→ TASK DIRECTIONS: Repeat the entries below exactly, pictures excluded.

→ RECORDS FOR THE TASK:
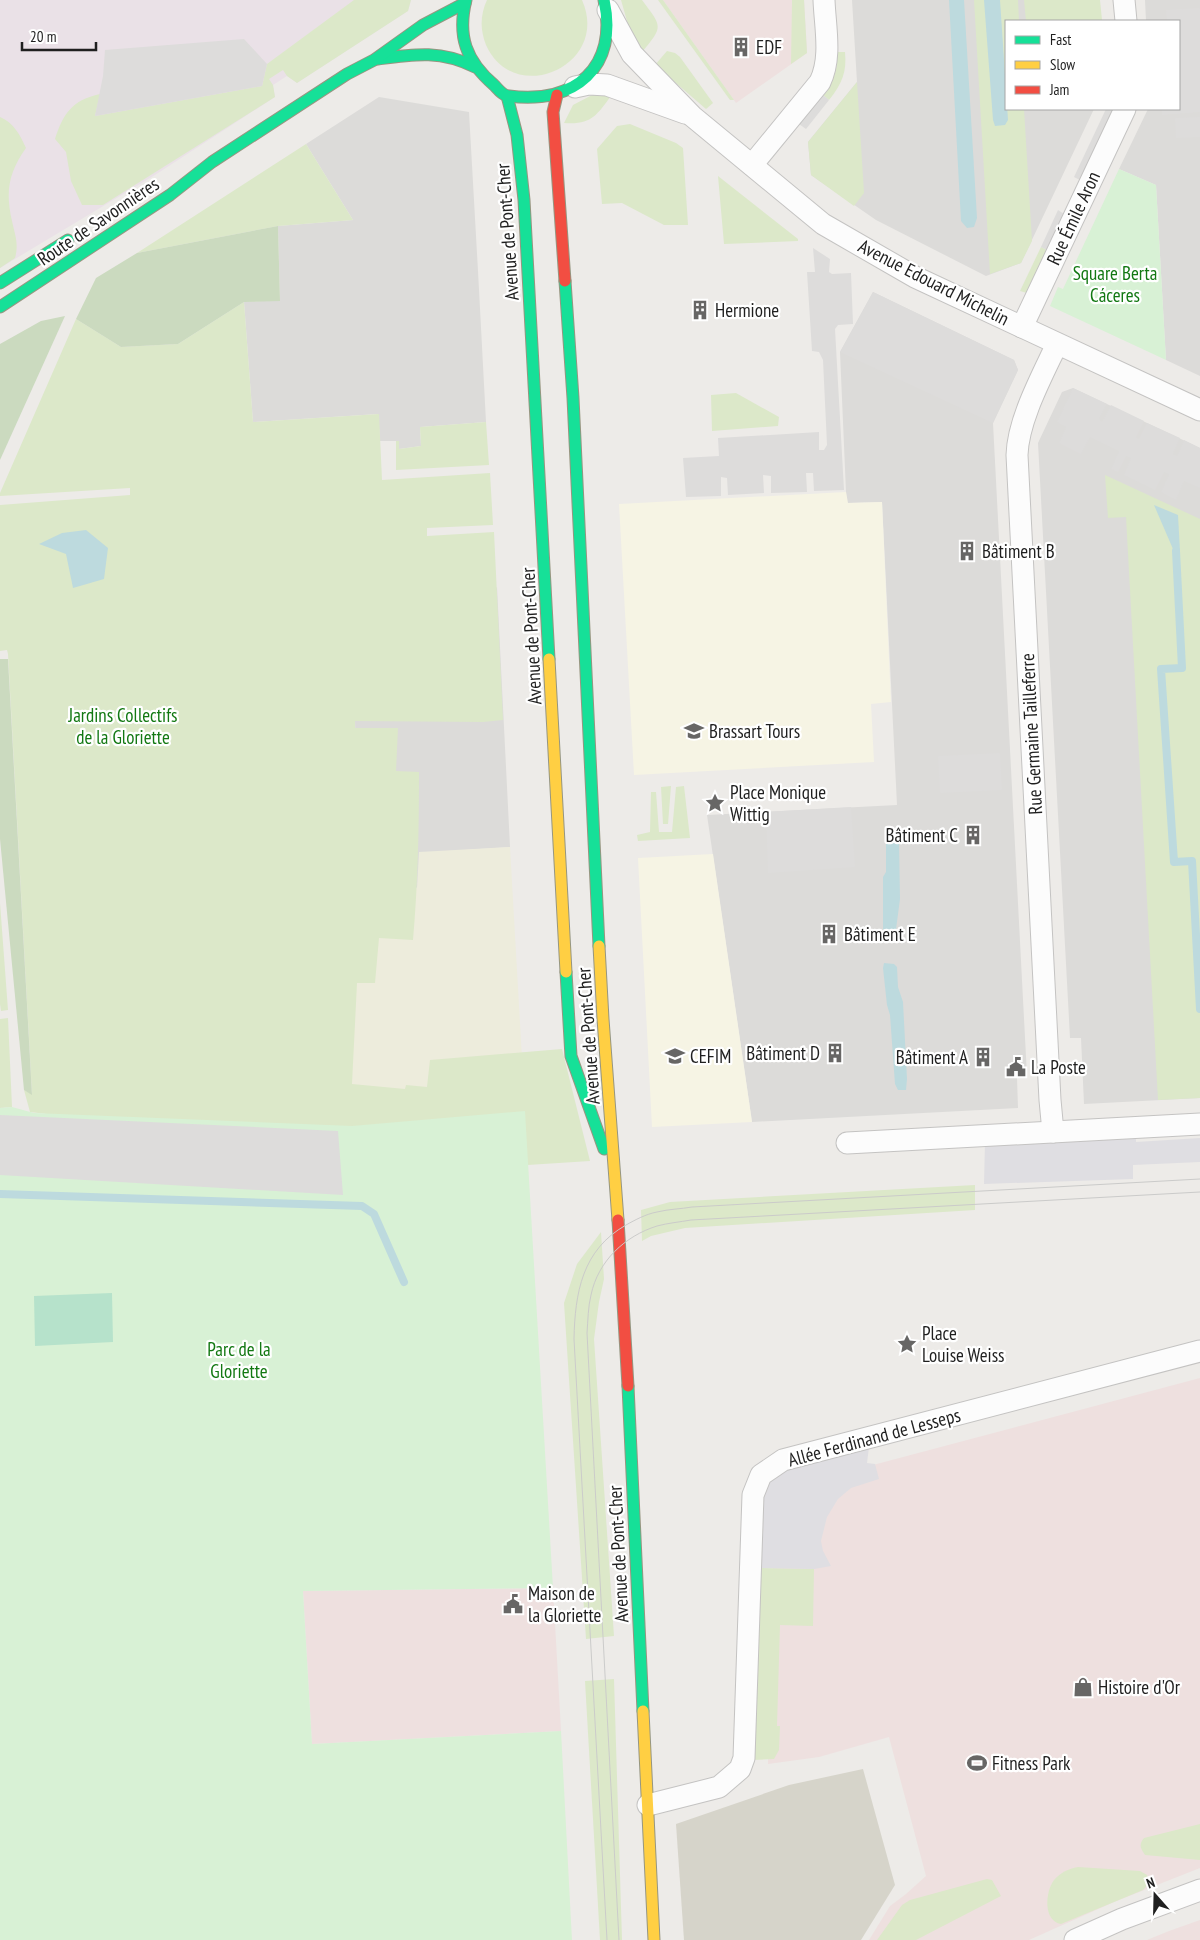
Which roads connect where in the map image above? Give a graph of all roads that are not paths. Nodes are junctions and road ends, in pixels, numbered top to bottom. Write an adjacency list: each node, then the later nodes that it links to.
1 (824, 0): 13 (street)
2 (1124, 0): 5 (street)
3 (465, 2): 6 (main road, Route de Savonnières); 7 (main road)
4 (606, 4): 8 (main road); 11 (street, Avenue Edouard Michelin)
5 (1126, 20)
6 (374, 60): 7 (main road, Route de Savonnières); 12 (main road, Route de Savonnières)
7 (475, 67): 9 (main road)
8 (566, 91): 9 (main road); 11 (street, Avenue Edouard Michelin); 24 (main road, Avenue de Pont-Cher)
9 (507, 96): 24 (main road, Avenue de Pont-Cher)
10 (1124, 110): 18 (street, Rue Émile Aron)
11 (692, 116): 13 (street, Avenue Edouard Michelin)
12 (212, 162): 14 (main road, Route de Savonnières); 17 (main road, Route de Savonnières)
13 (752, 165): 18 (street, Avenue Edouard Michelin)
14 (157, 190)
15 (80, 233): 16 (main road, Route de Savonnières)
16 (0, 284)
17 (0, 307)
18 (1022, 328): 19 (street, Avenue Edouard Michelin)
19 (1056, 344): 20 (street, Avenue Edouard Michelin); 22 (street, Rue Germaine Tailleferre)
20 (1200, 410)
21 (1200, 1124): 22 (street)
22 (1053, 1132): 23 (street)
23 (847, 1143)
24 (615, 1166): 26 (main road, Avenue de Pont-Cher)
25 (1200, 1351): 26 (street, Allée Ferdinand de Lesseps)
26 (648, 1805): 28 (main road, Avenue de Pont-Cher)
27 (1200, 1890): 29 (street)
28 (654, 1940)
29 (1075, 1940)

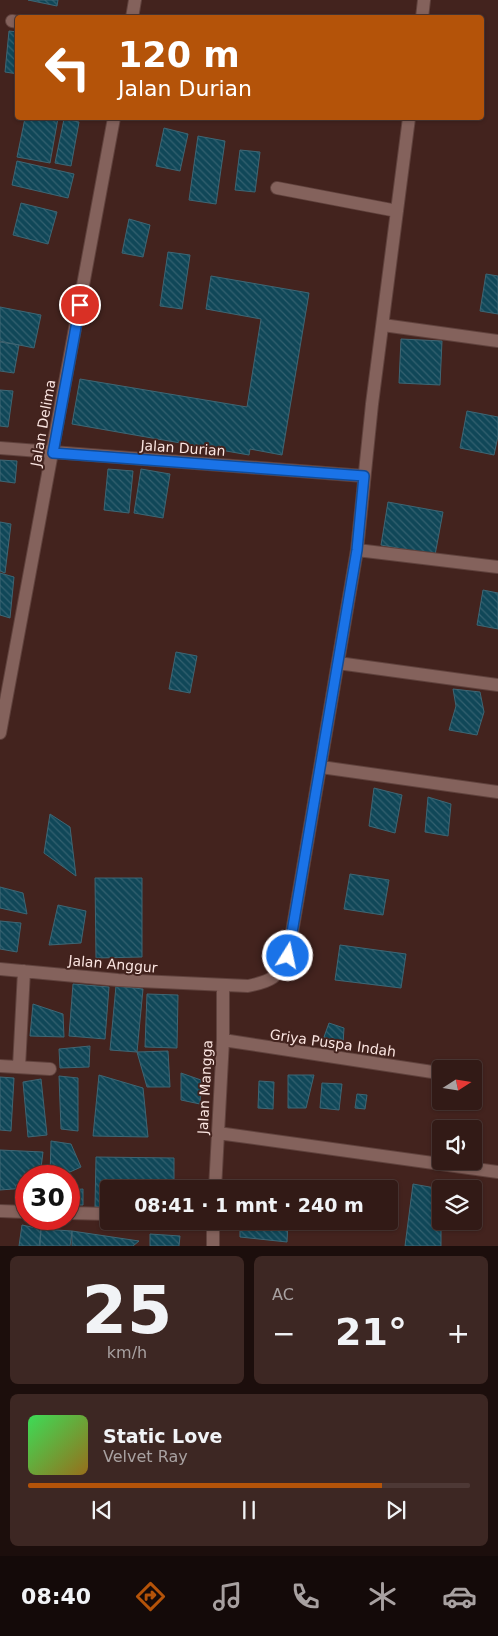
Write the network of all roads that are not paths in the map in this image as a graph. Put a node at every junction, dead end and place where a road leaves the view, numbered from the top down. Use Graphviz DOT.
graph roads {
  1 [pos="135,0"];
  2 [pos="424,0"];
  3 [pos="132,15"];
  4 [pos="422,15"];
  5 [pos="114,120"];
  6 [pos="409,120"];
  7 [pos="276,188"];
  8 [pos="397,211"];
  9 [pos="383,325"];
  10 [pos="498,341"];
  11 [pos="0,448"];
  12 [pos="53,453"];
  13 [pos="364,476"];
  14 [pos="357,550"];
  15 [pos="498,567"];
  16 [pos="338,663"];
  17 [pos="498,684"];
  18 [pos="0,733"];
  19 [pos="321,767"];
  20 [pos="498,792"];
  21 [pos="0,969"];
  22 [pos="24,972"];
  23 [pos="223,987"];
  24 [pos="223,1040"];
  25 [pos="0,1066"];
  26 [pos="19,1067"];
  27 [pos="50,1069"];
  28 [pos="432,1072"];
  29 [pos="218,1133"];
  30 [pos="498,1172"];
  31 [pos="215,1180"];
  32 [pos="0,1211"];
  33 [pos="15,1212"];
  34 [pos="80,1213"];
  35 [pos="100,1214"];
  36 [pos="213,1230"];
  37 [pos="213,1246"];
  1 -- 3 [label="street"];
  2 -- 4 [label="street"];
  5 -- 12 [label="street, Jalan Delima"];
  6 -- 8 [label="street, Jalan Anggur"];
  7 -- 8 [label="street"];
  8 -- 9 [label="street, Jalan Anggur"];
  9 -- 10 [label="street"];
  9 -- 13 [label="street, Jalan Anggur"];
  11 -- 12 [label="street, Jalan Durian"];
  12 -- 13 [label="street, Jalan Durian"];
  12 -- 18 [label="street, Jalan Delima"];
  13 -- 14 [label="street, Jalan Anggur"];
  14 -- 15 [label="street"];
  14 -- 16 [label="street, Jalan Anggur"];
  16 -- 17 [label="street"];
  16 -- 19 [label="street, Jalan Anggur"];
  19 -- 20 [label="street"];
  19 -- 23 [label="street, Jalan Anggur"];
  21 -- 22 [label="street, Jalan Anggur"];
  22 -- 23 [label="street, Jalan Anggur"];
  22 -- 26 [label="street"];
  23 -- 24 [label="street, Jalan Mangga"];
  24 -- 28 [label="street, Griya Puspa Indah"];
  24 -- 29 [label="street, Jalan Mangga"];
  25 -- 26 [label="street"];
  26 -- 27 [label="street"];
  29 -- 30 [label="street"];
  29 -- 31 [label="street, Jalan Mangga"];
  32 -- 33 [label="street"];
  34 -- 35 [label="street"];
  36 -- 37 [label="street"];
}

→ TASK RESPONSE:
Which roads connect where in the map image above? Give a graph of all roads that are not paths. Nodes are junctions and road ends, in pixels, numbered top to bottom. Write an adjacency list: each node, then the later nodes that it links to.
1 (824, 0): 13 (street)
2 (1124, 0): 5 (street)
3 (465, 2): 6 (main road, Route de Savonnières); 7 (main road)
4 (606, 4): 8 (main road); 11 (street, Avenue Edouard Michelin)
5 (1126, 20)
6 (374, 60): 7 (main road, Route de Savonnières); 12 (main road, Route de Savonnières)
7 (475, 67): 9 (main road)
8 (566, 91): 9 (main road); 11 (street, Avenue Edouard Michelin); 24 (main road, Avenue de Pont-Cher)
9 (507, 96): 24 (main road, Avenue de Pont-Cher)
10 (1124, 110): 18 (street, Rue Émile Aron)
11 (692, 116): 13 (street, Avenue Edouard Michelin)
12 (212, 162): 14 (main road, Route de Savonnières); 17 (main road, Route de Savonnières)
13 (752, 165): 18 (street, Avenue Edouard Michelin)
14 (157, 190)
15 (80, 233): 16 (main road, Route de Savonnières)
16 (0, 284)
17 (0, 307)
18 (1022, 328): 19 (street, Avenue Edouard Michelin)
19 (1056, 344): 20 (street, Avenue Edouard Michelin); 22 (street, Rue Germaine Tailleferre)
20 (1200, 410)
21 (1200, 1124): 22 (street)
22 (1053, 1132): 23 (street)
23 (847, 1143)
24 (615, 1166): 26 (main road, Avenue de Pont-Cher)
25 (1200, 1351): 26 (street, Allée Ferdinand de Lesseps)
26 (648, 1805): 28 (main road, Avenue de Pont-Cher)
27 (1200, 1890): 29 (street)
28 (654, 1940)
29 (1075, 1940)

Write the network of all roads that are not paths in the map in this image as a graph. Put a node at every junction, dead end and place where a road leaves the view, numbered from the top down. Use Graphviz DOT.
graph roads {
  1 [pos="135,0"];
  2 [pos="424,0"];
  3 [pos="132,15"];
  4 [pos="422,15"];
  5 [pos="114,120"];
  6 [pos="409,120"];
  7 [pos="276,188"];
  8 [pos="397,211"];
  9 [pos="383,325"];
  10 [pos="498,341"];
  11 [pos="0,448"];
  12 [pos="53,453"];
  13 [pos="364,476"];
  14 [pos="357,550"];
  15 [pos="498,567"];
  16 [pos="338,663"];
  17 [pos="498,684"];
  18 [pos="0,733"];
  19 [pos="321,767"];
  20 [pos="498,792"];
  21 [pos="0,969"];
  22 [pos="24,972"];
  23 [pos="223,987"];
  24 [pos="223,1040"];
  25 [pos="0,1066"];
  26 [pos="19,1067"];
  27 [pos="50,1069"];
  28 [pos="432,1072"];
  29 [pos="218,1133"];
  30 [pos="498,1172"];
  31 [pos="215,1180"];
  32 [pos="0,1211"];
  33 [pos="15,1212"];
  34 [pos="80,1213"];
  35 [pos="100,1214"];
  36 [pos="213,1230"];
  37 [pos="213,1246"];
  1 -- 3 [label="street"];
  2 -- 4 [label="street"];
  5 -- 12 [label="street, Jalan Delima"];
  6 -- 8 [label="street, Jalan Anggur"];
  7 -- 8 [label="street"];
  8 -- 9 [label="street, Jalan Anggur"];
  9 -- 10 [label="street"];
  9 -- 13 [label="street, Jalan Anggur"];
  11 -- 12 [label="street, Jalan Durian"];
  12 -- 13 [label="street, Jalan Durian"];
  12 -- 18 [label="street, Jalan Delima"];
  13 -- 14 [label="street, Jalan Anggur"];
  14 -- 15 [label="street"];
  14 -- 16 [label="street, Jalan Anggur"];
  16 -- 17 [label="street"];
  16 -- 19 [label="street, Jalan Anggur"];
  19 -- 20 [label="street"];
  19 -- 23 [label="street, Jalan Anggur"];
  21 -- 22 [label="street, Jalan Anggur"];
  22 -- 23 [label="street, Jalan Anggur"];
  22 -- 26 [label="street"];
  23 -- 24 [label="street, Jalan Mangga"];
  24 -- 28 [label="street, Griya Puspa Indah"];
  24 -- 29 [label="street, Jalan Mangga"];
  25 -- 26 [label="street"];
  26 -- 27 [label="street"];
  29 -- 30 [label="street"];
  29 -- 31 [label="street, Jalan Mangga"];
  32 -- 33 [label="street"];
  34 -- 35 [label="street"];
  36 -- 37 [label="street"];
}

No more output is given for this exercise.